Ces gens-là
Rio, le 30 novembre 2018
Très cher,
Ne croyez pas que j’ai oublié mes engagements, cela me peine beaucoup d’avoir une dette envers vous. J’aurais dû vous remettre le manuscrit fin 2015, et trois ans ont passé. Sans doute le savez-vous, je suis passé par des tribulations variées : une séparation, un déménagement, une assurance caution pour mon nouvel appartement, des frais d’avocat, une prostatite aiguë… bref, l’enfer. Outre ces ennuis personnels, il m’a été fort difficile de me consacrer à des songeries littéraires sans être touché par les événements récents de notre pays. J’ai déjà dépensé l’avance que vous m’avez généreusement accordée, et j’essaye maintenant de trouver le calme nécessaire pour ébaucher un ouvrage sur lequel je travaille sans relâche. Je sais bien qu’il est malvenu de vous importuner à un moment où la crise économique ne semble pas s’être résorbée comme on s’y attendait. Je suis bien conscient des conditions difficiles du marché éditorial, mais si vous pouviez, très cher ami, m’accorder une nouvelle avance sur mes droits d’auteur, je ferai le nécessaire pour m’isoler pendant quelques mois dans les montagnes afin de vous offrir un roman qui vous procurera sans doute de grandes joies.
Bien à vous.
7 décembre 2018
Après ma séparation, j’ai quitté le bord de mer pour vivre à nouveau en haut d’une côte, presque à la même adresse que j’avais partagée, des années auparavant, avec ma première femme.
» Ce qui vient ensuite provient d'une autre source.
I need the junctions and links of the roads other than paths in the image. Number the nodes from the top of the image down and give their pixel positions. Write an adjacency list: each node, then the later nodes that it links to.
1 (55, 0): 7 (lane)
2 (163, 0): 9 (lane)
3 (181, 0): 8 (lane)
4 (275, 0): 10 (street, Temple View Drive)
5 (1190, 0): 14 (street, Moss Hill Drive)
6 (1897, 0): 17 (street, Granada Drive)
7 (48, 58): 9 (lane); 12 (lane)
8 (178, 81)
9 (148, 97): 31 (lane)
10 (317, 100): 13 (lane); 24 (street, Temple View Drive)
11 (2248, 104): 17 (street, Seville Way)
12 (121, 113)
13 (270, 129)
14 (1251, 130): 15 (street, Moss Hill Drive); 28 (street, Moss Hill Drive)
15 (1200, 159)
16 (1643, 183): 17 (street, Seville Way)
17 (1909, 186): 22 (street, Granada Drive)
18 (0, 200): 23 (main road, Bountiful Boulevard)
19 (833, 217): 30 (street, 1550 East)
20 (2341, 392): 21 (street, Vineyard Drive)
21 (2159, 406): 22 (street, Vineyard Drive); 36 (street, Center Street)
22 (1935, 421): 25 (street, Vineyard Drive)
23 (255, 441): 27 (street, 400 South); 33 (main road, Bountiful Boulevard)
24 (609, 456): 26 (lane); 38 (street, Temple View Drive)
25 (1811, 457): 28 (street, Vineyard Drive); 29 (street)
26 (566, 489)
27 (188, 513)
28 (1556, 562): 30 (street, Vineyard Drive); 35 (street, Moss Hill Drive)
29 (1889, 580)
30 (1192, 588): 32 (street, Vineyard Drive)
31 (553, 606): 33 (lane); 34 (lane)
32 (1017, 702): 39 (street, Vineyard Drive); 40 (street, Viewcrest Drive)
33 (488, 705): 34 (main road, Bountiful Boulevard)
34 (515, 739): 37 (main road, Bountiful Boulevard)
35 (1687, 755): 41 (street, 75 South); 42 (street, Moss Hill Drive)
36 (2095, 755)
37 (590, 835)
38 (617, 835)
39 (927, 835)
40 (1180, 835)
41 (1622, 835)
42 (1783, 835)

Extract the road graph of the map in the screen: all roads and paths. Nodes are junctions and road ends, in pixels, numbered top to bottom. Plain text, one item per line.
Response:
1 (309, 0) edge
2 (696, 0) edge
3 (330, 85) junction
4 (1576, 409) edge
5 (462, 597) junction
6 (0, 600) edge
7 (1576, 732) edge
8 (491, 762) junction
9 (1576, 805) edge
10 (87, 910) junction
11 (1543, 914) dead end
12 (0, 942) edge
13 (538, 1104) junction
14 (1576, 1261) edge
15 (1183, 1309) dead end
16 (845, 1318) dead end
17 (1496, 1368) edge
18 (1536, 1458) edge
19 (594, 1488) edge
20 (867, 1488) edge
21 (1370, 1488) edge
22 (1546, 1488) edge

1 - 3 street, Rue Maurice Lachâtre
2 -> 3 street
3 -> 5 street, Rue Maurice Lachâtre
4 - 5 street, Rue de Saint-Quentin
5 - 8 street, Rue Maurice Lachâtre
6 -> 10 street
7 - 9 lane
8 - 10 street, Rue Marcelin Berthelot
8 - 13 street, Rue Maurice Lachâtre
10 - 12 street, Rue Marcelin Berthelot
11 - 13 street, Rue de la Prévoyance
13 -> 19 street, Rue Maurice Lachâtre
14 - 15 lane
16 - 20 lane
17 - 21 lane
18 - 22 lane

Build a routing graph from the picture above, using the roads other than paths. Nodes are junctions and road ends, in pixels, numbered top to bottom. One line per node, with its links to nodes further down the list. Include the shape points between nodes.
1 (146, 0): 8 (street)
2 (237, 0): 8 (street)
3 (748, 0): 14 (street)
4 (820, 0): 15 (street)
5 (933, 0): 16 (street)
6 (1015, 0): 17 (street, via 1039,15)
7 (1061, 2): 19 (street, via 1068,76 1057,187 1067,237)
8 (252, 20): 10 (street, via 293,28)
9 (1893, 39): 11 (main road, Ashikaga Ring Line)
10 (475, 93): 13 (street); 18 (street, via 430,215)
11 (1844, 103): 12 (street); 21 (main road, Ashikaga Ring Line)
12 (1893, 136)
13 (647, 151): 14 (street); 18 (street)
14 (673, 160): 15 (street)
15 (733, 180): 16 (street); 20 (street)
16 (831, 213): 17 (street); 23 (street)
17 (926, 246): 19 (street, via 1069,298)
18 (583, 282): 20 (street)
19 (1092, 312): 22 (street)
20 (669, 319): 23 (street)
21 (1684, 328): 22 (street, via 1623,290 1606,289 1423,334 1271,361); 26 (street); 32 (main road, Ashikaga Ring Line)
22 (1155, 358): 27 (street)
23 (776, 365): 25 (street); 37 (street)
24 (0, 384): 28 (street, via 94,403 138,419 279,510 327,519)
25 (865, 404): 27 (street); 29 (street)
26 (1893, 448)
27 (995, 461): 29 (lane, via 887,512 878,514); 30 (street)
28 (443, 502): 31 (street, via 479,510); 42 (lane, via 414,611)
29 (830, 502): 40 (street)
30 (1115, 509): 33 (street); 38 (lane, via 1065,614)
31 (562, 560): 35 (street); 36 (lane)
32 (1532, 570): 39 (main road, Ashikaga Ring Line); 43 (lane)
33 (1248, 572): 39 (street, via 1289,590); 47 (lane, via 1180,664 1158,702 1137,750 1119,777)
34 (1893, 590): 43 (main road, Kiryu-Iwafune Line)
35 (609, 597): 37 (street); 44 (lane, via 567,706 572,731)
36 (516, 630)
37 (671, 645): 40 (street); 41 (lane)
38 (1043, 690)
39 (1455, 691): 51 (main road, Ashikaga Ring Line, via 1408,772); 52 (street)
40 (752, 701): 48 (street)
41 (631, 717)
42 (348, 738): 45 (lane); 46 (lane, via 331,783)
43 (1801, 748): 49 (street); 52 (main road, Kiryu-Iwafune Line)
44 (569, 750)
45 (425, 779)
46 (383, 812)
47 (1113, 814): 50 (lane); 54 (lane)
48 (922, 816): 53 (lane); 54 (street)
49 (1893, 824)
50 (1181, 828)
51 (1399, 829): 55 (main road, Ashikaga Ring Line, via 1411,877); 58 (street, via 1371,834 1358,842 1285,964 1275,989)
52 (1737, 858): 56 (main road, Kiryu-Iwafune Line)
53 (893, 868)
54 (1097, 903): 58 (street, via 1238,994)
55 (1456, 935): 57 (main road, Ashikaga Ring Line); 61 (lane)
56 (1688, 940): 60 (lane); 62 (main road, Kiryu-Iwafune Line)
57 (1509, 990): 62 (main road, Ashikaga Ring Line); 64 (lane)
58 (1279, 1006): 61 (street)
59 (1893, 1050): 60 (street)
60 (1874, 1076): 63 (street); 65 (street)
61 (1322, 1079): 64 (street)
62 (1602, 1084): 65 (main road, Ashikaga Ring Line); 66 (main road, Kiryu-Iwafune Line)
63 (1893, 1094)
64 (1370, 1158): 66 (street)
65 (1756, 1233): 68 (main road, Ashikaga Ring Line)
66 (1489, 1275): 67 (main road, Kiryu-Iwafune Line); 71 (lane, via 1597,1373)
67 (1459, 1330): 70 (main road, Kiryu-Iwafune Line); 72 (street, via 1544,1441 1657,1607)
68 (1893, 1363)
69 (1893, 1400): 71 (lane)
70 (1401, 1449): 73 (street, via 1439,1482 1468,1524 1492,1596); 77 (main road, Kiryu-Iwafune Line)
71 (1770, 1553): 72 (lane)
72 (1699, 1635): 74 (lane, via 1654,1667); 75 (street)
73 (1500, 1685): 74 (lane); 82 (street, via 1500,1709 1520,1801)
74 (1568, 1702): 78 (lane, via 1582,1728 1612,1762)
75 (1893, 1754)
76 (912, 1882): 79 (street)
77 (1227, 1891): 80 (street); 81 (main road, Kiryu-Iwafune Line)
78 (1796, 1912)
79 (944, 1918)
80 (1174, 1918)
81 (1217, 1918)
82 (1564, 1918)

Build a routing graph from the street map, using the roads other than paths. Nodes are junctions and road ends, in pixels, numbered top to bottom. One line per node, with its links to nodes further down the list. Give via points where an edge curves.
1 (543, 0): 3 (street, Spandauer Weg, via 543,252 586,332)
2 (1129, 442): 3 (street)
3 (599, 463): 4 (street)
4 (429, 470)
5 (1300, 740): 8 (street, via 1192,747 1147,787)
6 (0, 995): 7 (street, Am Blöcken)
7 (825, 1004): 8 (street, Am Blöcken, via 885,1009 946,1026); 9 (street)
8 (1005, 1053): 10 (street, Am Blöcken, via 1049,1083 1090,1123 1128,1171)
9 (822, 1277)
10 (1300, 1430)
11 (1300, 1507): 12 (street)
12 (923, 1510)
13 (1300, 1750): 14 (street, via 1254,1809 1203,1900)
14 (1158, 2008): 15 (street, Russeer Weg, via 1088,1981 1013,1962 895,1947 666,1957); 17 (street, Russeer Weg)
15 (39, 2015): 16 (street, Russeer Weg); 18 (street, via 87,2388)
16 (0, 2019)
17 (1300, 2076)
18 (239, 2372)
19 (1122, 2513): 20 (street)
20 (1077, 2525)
Elle habite toujours cet immeuble à la façade en céramique, quatre bâtiments plus bas que le mien, et elle a déjà dû me voir passer sous ses fenêtres. Peut-être croit-elle que je tente une réconciliation, quoiqu’elle sache parfaitement que je suis adepte des promenades péripatétiques, surtout les jours où je m’assois pour écrire et que je me sens enchaîné, la vue saturée par les lettres. Je gagne la rue chaque fois que les lettres durcissent sur la page, entassées les unes sur les autres comme les petites pierres noires et blanches du trottoir où je marche.